Gibson’s original Flying V and Explorer were, in many ways, very similar. Two Gibson humbuckers, plus a Tune-o-matic bridge. There were originally just 3 pots – 2 volumes and 1 tone. There were no carved tops as on a Gibson Les Paul. Yet both the Flying V and the Explorer remain in Gibson’s line to this day, a testament to Gibson’s 1950s design team for some serious “outside the box” thinking.
But which do you prefer? Let’s discuss some merits of each…
Gibson Flying V
Design: The Flying V is arguably the more “complete” design concept, or at least the more complete image. There’s the V body shape, the V headstock and – on original models – the V-shaped thru-string tailpiece, and on the back of the ’58 V, even the strings passed through to V-aligned ferrules. [That said, the original prototype body was a literal triangle, with no cut-out on the lower bouts.] But at 44-inches length in total, some find the Flying V unwieldy. And it can be hard to play sitting down, unless you wedge one of the fins between your legs, which then tip up the angle of the neck.

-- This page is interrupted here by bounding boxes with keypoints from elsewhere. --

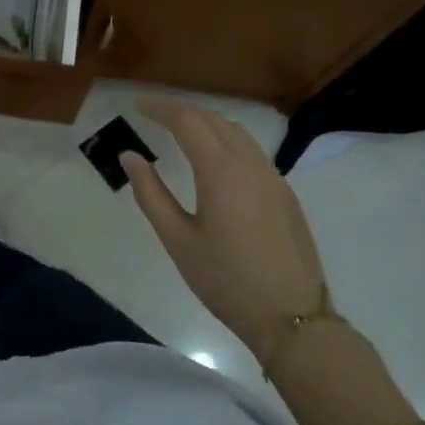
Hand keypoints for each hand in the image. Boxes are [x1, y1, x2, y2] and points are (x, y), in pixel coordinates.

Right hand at [123, 95, 328, 357]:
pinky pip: (252, 151)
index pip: (187, 121)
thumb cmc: (226, 281)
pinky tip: (214, 160)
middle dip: (182, 111)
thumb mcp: (178, 240)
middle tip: (153, 114)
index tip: (137, 105)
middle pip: (214, 120)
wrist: (293, 319)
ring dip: (207, 123)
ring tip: (180, 130)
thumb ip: (150, 193)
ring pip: (237, 133)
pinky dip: (226, 141)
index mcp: (221, 171)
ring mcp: (273, 178)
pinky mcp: (285, 195)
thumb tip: (130, 156)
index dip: (160, 108)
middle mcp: (251, 164)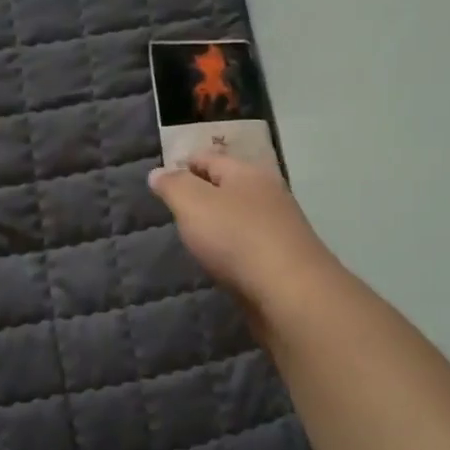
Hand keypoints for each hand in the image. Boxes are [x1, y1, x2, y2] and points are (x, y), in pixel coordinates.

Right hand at [148, 155, 338, 314]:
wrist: (290, 292)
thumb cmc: (236, 238)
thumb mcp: (192, 204)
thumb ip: (173, 186)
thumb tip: (159, 172)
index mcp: (247, 172)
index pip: (210, 158)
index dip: (185, 164)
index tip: (164, 177)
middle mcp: (268, 194)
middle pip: (230, 185)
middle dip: (204, 192)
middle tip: (177, 207)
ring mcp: (281, 227)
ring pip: (242, 215)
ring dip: (221, 222)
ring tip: (196, 235)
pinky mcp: (284, 259)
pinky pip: (251, 244)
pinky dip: (234, 246)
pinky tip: (222, 260)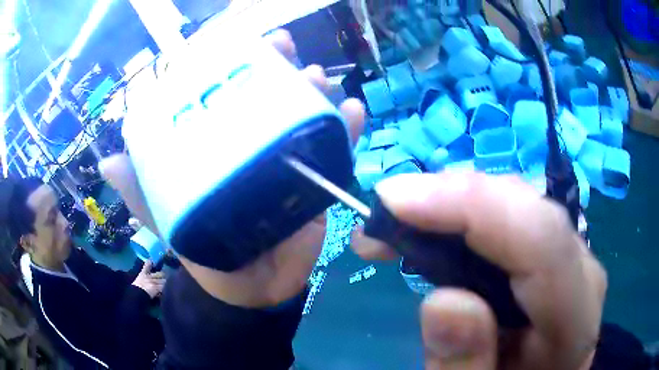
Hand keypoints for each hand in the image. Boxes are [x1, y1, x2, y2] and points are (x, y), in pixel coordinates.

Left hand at [101, 29, 364, 307]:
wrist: (249, 288)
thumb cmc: (206, 252)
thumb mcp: (168, 219)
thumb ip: (141, 194)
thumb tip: (106, 163)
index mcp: (220, 147)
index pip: (229, 96)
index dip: (236, 66)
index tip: (244, 44)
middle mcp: (255, 146)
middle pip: (271, 97)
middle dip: (280, 67)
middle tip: (286, 48)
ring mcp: (290, 162)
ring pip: (306, 116)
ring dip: (315, 92)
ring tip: (318, 78)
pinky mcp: (317, 182)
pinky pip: (337, 152)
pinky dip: (346, 130)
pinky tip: (353, 111)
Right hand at [352, 172, 606, 369]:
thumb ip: (463, 367)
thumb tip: (445, 301)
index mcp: (573, 325)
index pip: (542, 241)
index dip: (472, 205)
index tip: (395, 202)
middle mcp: (580, 279)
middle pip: (527, 212)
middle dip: (451, 202)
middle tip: (383, 220)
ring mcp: (568, 263)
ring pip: (518, 207)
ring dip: (454, 208)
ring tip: (397, 228)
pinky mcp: (550, 260)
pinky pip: (512, 222)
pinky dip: (467, 220)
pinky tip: (433, 234)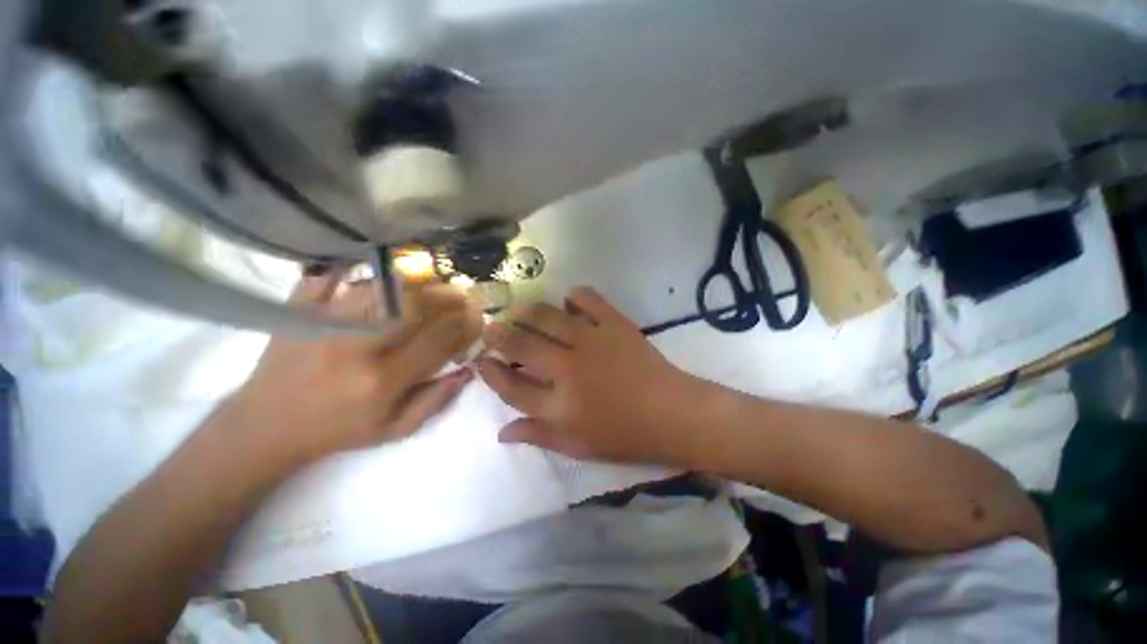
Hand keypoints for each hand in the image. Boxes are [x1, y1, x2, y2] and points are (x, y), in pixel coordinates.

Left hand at [225, 272, 482, 466]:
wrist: (265, 427)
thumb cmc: (337, 431)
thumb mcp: (394, 430)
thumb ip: (436, 400)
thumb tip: (467, 370)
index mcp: (382, 381)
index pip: (438, 342)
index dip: (465, 326)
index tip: (479, 318)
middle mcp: (356, 348)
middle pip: (415, 309)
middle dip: (449, 299)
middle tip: (465, 295)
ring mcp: (324, 324)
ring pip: (382, 289)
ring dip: (417, 284)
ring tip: (436, 286)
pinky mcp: (300, 312)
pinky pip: (332, 277)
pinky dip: (358, 269)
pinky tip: (382, 271)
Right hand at [478, 287, 691, 462]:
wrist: (671, 413)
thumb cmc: (625, 435)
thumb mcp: (578, 447)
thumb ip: (539, 435)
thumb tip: (502, 432)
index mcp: (559, 405)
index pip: (511, 386)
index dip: (491, 373)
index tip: (482, 361)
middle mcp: (568, 369)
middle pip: (520, 345)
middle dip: (498, 334)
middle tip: (492, 327)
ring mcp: (592, 341)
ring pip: (545, 316)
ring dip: (526, 312)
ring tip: (520, 312)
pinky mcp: (614, 323)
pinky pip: (586, 298)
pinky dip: (573, 296)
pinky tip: (568, 303)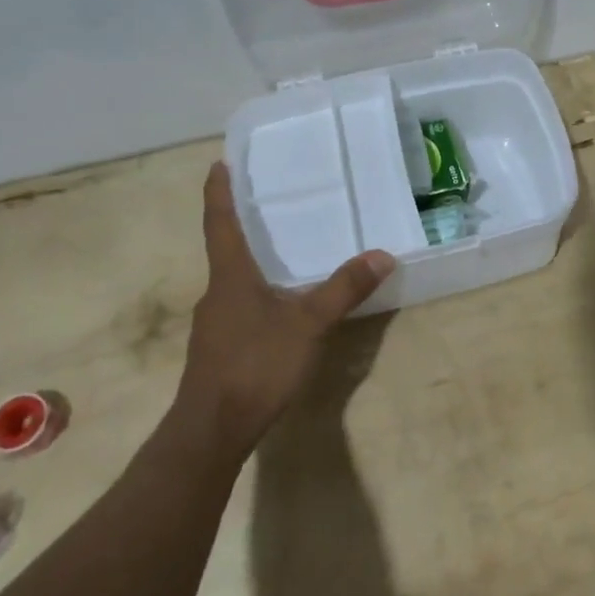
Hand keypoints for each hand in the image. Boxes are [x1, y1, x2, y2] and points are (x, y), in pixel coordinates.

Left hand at [176, 161, 395, 456]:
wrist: (211, 431)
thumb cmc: (255, 365)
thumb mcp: (308, 325)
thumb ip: (344, 290)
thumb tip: (382, 255)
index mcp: (230, 277)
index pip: (221, 223)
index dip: (219, 192)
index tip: (218, 164)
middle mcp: (216, 293)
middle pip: (226, 250)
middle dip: (242, 226)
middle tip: (267, 204)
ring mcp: (214, 324)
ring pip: (233, 282)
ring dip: (251, 264)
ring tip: (281, 254)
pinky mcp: (218, 349)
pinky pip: (238, 308)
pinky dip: (256, 294)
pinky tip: (279, 308)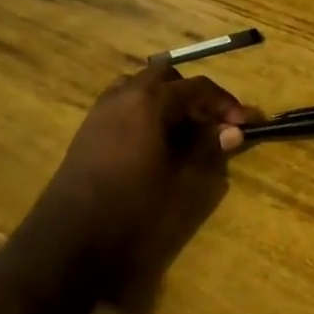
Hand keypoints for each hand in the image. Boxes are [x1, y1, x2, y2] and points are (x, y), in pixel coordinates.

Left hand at [34, 63, 255, 285]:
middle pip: (166, 77)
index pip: (198, 87)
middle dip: (192, 94)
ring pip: (140, 87)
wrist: (71, 236)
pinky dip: (144, 111)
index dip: (224, 103)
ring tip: (182, 130)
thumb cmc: (134, 206)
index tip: (242, 124)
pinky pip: (123, 103)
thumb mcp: (182, 180)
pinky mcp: (89, 129)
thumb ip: (207, 149)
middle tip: (210, 123)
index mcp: (150, 100)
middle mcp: (124, 94)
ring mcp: (102, 109)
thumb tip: (233, 132)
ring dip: (165, 99)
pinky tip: (154, 142)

Playability and sound: The best Flying Vs play wonderfully, and with its body shape the access to top frets is unrivalled. Flying Vs have a lively acoustic ring and good sustain, despite the apparent lack of wood. They are often associated with metal, but are also great for blues – let the late, great Albert King prove it.
Players: The V wins probably wins here. The Kinks’ Dave Davies, Kirk Hammett, Judas Priest’s, K.K. Downing, No Doubt’s Tom Dumont, J. Geils, Billy Gibbons, Jimi Hendrix, Albert King, Lenny Kravitz, Grace Potter, Lonnie Mack, Rick Nielsen, Nickelback’s Ryan Peake and Chad Kroeger, Wishbone Ash’s Andy Powell, Keith Richards and Michael Schenker have all played Gibson Flying Vs. And Michael’s elder brother, the Scorpions’ Rudolf Schenker, owns over 100 Flying Vs. More Gibson Flying V here.
Design: The Explorer is still stunning – hey, it kinda looks like a lightning bolt! Early designs had a “reverse V-shape” 3+3 headstock, but Gibson soon changed to the so-called “hockey stick” 6-a-side design you now know, and one that has been copied by many other manufacturers. Despite the headstock “droop”, nut-to-tuner string angle remains good. The Explorer is another big guitar: when Gibson and The Scorpions’ guitarist Matthias Jabs co-designed the Explorer 90, it was so-named because it was 90 per cent the body size of a regular Explorer, to make Jabs’ live life easier.
Playability and sound: The bigger expanse of wood in an Explorer makes for a highly resonant, sustaining sound with plenty of chunk and bite. Higher-fret access is also superb. You can hold the neck and then “wobble” the upper bass-bout with your elbow for off-the-cuff subtle vibrato. Again, the Gibson Explorer is normally associated with metal guitarists and highly-overdriven tones… until you remember U2’s Edge invented his chiming delay-driven sound on a ’76 Gibson Explorer.
Players: The Gibson Explorer has many fans, including Dave Grohl, The Edge of U2, Weezer’s Rivers Cuomo, Static-X’s Wayne Static, James Hetfield, Eric Clapton, Lynyrd Skynyrd’s Allen Collins, Gary Moore and KISS’s Paul Stanley – all have famously rocked Gibson Explorers.
When it comes down to it, Gibson’s Ted McCarty and his design team got both right. Some other makers derided these Gibsons as “novelties” when launched, but 54 years on both are still going strong, and each has their fervent fans. Some of the latest twists on Flying V and Explorer classics include the Grace Potter Signature Flying V and the Gibson Explorer Baritone.
But which do you prefer, the Gibson Flying V or the Gibson Explorer? Does anyone own both?